The Premier argues that it's the next logical process in increasing road safety operations. Nonetheless QPU president Ian Leavers recently told the Courier-Mail "If you put civilians in the vans, it will give people no doubt these are just cash machines".

According to Mr Leavers the public confidence in speed cameras is already 'eroded' and taking police out of the vans will leave them with little to no credibility. We can't help but to agree. Privatisation of speed camera units tends to shift focus (even) more on revenue raising than road safety according to research conducted in the United States.

However noble, Queensland Police are not defending us against private speed cameras (it did sound good to be true), the real issue is an ongoing pay dispute which has now seen QLD police take out even more advertising against the Premier.

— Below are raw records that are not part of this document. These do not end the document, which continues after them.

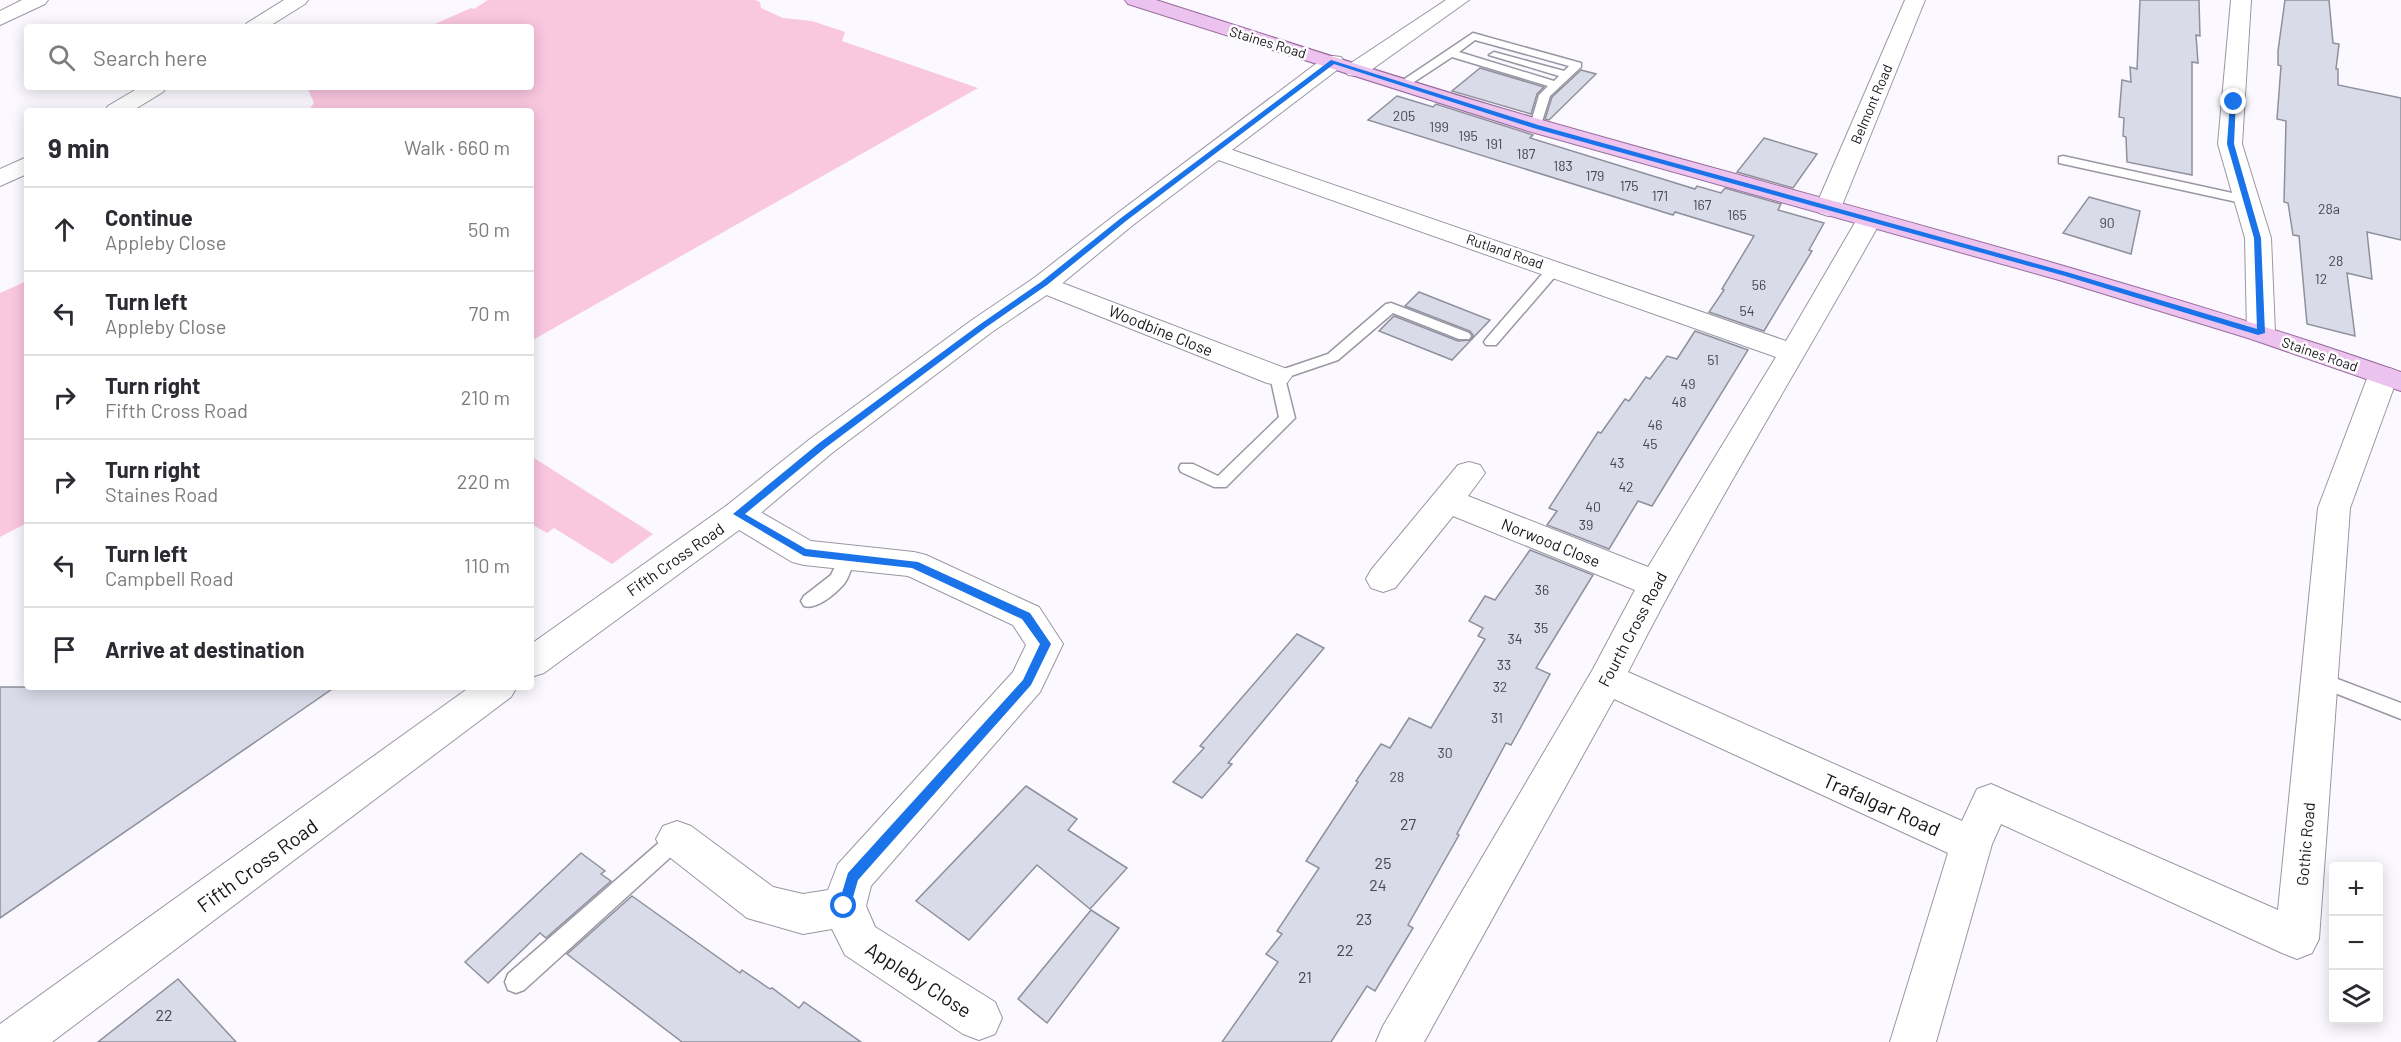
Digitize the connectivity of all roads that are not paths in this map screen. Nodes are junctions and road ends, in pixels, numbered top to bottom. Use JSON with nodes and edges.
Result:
{"nodes":[{"id":1,"x":38,"y":0,"type":"edge"},
{"id":2,"x":298,"y":0,"type":"edge"},
{"id":3,"x":1134,"y":0,"type":"edge"},
{"id":4,"x":1458,"y":0,"type":"edge"},
{"id":5,"x":1915,"y":0,"type":"edge"},
{"id":6,"x":2241,"y":0,"type":"edge"},
{"id":7,"x":0,"y":19,"type":"edge"},
{"id":8,"x":259,"y":24,"type":"edge"},
{"id":9,"x":1461,"y":45,"type":"junction"},
{"id":10,"x":1451,"y":53,"type":"junction"},
{"id":11,"x":1439,"y":63,"type":"junction"},
{"id":12,"x":1345,"y":66,"type":"junction"},
{"id":13,"x":1567,"y":75,"type":"junction"},
{"id":14,"x":1404,"y":84,"type":"junction"},
{"id":15,"x":150,"y":90,"type":"edge"},
{"id":16,"x":1550,"y":91,"type":"junction"},
{"id":17,"x":121,"y":108,"type":"edge"},
{"id":18,"x":1536,"y":126,"type":"junction"},
{"id":19,"x":1215,"y":151,"type":"junction"},
{"id":20,"x":0,"y":152,"type":"edge"},
{"id":21,"x":2063,"y":160,"type":"dead end"},
{"id":22,"x":16,"y":170,"type":"edge"},
{"id":23,"x":2246,"y":201,"type":"junction"},
{"id":24,"x":1828,"y":207,"type":"junction"},
{"id":25,"x":1869,"y":219,"type":"junction"},
{"id":26,"x":1555,"y":268,"type":"junction"},
{"id":27,"x":1044,"y":284,"type":"junction"},
{"id":28,"x":2261,"y":333,"type":"junction"},
{"id":29,"x":1464,"y":336,"type":"dead end"},
{"id":30,"x":1491,"y":342,"type":"dead end"},
{"id":31,"x":1793,"y":353,"type":"junction"},
{"id":32,"x":1277,"y":376,"type":"junction"},
{"id":33,"x":2392,"y":379,"type":"edge"},
{"id":34,"x":1187,"y":468,"type":"dead end"},
{"id":35,"x":1469,"y":473,"type":"dead end"},
{"id":36,"x":1448,"y":501,"type":"junction"},
{"id":37,"x":738,"y":514,"type":"junction"},
{"id":38,"x":847,"y":558,"type":"junction"},
{"id":39,"x":1383,"y":579,"type":"dead end"},
{"id":40,"x":1654,"y":584,"type":"junction"},
{"id":41,"x":810,"y":601,"type":"dead end"},
{"id":42,"x":534,"y":661,"type":"edge"},
{"id":43,"x":1606,"y":679,"type":"junction"},
{"id":44,"x":2319,"y":679,"type":"junction"},
{"id":45,"x":494,"y":690,"type":"edge"},
{"id":46,"x":2401,"y":711,"type":"edge"},
{"id":47,"x":677,"y":839,"type":"joint"},
{"id":48,"x":1971,"y":843,"type":"junction"},
{"id":49,"x":844,"y":906,"type":"junction"},
{"id":50,"x":516,"y":982,"type":"dead end"},
{"id":51,"x":979,"y":1018,"type":"dead end"},
{"id":52,"x":24,"y":1039,"type":"edge"},
{"id":53,"x":1399,"y":1042,"type":"edge"},
{"id":54,"x":1913,"y":1042,"type":"edge"}],
"edges":[{"from":1,"to":7,"type":"street"},
{"from":2,"to":8,"type":"street"},
{"from":3,"to":12,"type":"main road","name":"Staines Road"},
{"from":4,"to":12,"type":"street","name":"Fifth Cross Road"},
{"from":5,"to":24,"type":"street","name":"Belmont Road"},
{"from":6,"to":23,"type":"street"},
{"from":9,"to":10,"type":"lane"},
{"from":9,"to":13,"type":"lane"},
{"from":9,"to":13,"type":"lane"},
{"from":10,"to":11,"type":"lane"},
{"from":10,"to":16,"type":"lane"},
{"from":11,"to":14,"type":"lane"},
{"from":11,"to":16,"type":"lane"},
{"from":12,"to":14,"type":"main road","name":"Staines Road"},
{"from":12,"to":19,"type":"street","name":"Fifth Cross Road"},
{"from":13,"to":16,"type":"lane"},
{"from":14,"to":18,"type":"main road","name":"Staines Road"},
{"from":15,"to":17,"type":"street"},
{"from":16,"to":18,"type":"lane"},
{"from":18,"to":24,"type":"main road","name":"Staines Road"},
{"from":19,"to":26,"type":"street","name":"Rutland Road"},
{"from":19,"to":27,"type":"street","name":"Fifth Cross Road"},
{"from":20,"to":22,"type":"street"},
{"from":21,"to":23,"type":"lane"},
{"from":23,"to":28,"type":"street"},
{"from":24,"to":25,"type":"main road","name":"Staines Road"},
{"from":25,"to":28,"type":"main road","name":"Staines Road"},
{"from":25,"to":31,"type":"street","name":"Fourth Cross Road"},
{"from":26,"to":30,"type":"lane"},
{"from":26,"to":31,"type":"street","name":"Rutland Road"},
{"from":27,"to":32,"type":"street","name":"Woodbine Close"},
{"from":27,"to":37,"type":"street","name":"Fifth Cross Road"},
{"from":28,"to":33,"type":"main road","name":"Staines Road"},
{"from":29,"to":32,"type":"lane"},
{"from":31,"to":40,"type":"street","name":"Fourth Cross Road"},
{"from":32,"to":34,"type":"lane"},
{"from":33,"to":44,"type":"street","name":"Gothic Road"},
{"from":35,"to":36,"type":"street"},
{"from":36,"to":39,"type":"street"},
{"from":36,"to":40,"type":"street","name":"Norwood Close"},
{"from":37,"to":38,"type":"street"},
{"from":37,"to":42,"type":"street","name":"Fifth Cross Road"},
{"from":38,"to":41,"type":"lane"},
{"from":38,"to":49,"type":"street"},
{"from":40,"to":43,"type":"street","name":"Fourth Cross Road"},
{"from":43,"to":48,"type":"street","name":"Trafalgar Road"},
{"from":43,"to":53,"type":"street","name":"Fourth Cross Road"},
{"from":44,"to":46,"type":"lane"},
{"from":44,"to":48,"type":"street","name":"Gothic Road"},
{"from":45,"to":52,"type":"street","name":"Fifth Cross Road"},
{"from":47,"to":49,"type":"street"},
{"from":47,"to":50,"type":"lane"},
{"from":48,"to":54,"type":"street"},
{"from":49,"to":51,"type":"street","name":"Appleby Close"}]}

Some reports suggest that police officers can lose up to $700 a fortnight if speed cameras are no longer operated internally. All speed camera units are operated by police on overtime shifts.

Anna Bligh has a gap to fill in the budget and speed cameras in QLD are simply not pulling their weight. Compared to Victoria's $471 million in speeding-fine revenue, QLD is managing a humble $31 million.

It seems that time is the only thing that stands between Anna Blight and privatisation of speed camera operations.